■ Exercise prompt ■
Only a number is wanted here: the count of lines in the entries below that include the word "Sella".

Segment Start: The input

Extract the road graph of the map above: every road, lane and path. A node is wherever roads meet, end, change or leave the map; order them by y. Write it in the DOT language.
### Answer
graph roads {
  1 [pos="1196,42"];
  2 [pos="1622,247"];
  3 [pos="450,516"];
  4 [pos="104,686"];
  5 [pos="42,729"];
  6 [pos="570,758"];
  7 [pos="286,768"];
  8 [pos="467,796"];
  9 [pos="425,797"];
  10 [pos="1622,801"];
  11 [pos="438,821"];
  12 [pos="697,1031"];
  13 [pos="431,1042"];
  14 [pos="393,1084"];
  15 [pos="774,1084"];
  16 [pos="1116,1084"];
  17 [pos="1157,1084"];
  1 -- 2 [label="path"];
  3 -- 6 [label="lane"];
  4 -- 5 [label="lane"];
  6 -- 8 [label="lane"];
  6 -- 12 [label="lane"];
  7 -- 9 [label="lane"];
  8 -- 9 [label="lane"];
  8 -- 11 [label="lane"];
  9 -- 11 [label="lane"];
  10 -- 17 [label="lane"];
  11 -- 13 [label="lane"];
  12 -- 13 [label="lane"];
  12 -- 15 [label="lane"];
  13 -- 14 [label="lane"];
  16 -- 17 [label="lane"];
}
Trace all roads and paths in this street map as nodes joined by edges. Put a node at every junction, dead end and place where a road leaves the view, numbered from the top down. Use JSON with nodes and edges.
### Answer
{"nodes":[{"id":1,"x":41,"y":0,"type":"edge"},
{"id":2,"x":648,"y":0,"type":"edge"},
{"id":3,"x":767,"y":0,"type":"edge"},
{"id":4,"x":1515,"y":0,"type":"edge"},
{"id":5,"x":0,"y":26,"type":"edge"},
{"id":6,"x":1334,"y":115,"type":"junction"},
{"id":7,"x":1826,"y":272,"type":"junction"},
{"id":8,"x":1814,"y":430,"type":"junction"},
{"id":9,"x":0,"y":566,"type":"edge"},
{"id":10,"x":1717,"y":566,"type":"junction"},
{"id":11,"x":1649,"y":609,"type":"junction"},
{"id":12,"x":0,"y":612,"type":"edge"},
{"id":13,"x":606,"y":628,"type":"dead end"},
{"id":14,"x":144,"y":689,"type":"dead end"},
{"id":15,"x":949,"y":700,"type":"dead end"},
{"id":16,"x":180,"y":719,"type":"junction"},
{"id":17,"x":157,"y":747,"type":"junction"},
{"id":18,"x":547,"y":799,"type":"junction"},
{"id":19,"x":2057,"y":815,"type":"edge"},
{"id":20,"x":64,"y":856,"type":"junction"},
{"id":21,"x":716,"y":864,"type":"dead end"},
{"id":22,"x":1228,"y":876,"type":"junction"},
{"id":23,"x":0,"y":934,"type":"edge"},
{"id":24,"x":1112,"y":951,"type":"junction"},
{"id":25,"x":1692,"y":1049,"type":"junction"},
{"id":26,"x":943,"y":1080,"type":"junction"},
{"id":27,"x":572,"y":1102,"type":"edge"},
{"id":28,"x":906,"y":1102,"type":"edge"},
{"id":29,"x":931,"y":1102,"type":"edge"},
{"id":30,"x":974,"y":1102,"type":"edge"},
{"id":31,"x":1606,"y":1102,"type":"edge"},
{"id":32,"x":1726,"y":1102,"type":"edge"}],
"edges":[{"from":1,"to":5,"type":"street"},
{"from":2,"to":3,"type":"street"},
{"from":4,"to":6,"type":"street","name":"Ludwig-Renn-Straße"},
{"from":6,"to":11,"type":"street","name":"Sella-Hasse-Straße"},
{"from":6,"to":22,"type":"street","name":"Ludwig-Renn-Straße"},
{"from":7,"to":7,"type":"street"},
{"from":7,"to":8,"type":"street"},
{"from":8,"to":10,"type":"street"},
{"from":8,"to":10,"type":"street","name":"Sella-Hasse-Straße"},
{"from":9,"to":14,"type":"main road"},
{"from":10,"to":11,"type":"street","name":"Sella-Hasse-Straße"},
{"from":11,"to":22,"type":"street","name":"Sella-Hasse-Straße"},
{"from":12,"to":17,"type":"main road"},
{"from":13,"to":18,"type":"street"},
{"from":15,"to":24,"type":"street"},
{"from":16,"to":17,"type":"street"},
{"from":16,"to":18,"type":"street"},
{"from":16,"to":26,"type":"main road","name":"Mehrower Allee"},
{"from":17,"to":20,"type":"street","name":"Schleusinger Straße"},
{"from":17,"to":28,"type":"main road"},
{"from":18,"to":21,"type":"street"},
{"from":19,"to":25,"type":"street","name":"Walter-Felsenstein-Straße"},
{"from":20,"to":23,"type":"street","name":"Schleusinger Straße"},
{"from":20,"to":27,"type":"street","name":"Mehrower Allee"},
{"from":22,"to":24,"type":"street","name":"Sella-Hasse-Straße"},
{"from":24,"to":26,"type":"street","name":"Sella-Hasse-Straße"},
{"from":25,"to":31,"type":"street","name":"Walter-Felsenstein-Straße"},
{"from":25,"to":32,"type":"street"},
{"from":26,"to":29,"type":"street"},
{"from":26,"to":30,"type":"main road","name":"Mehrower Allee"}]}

Segment End: The input

■ Solution to this task ■
6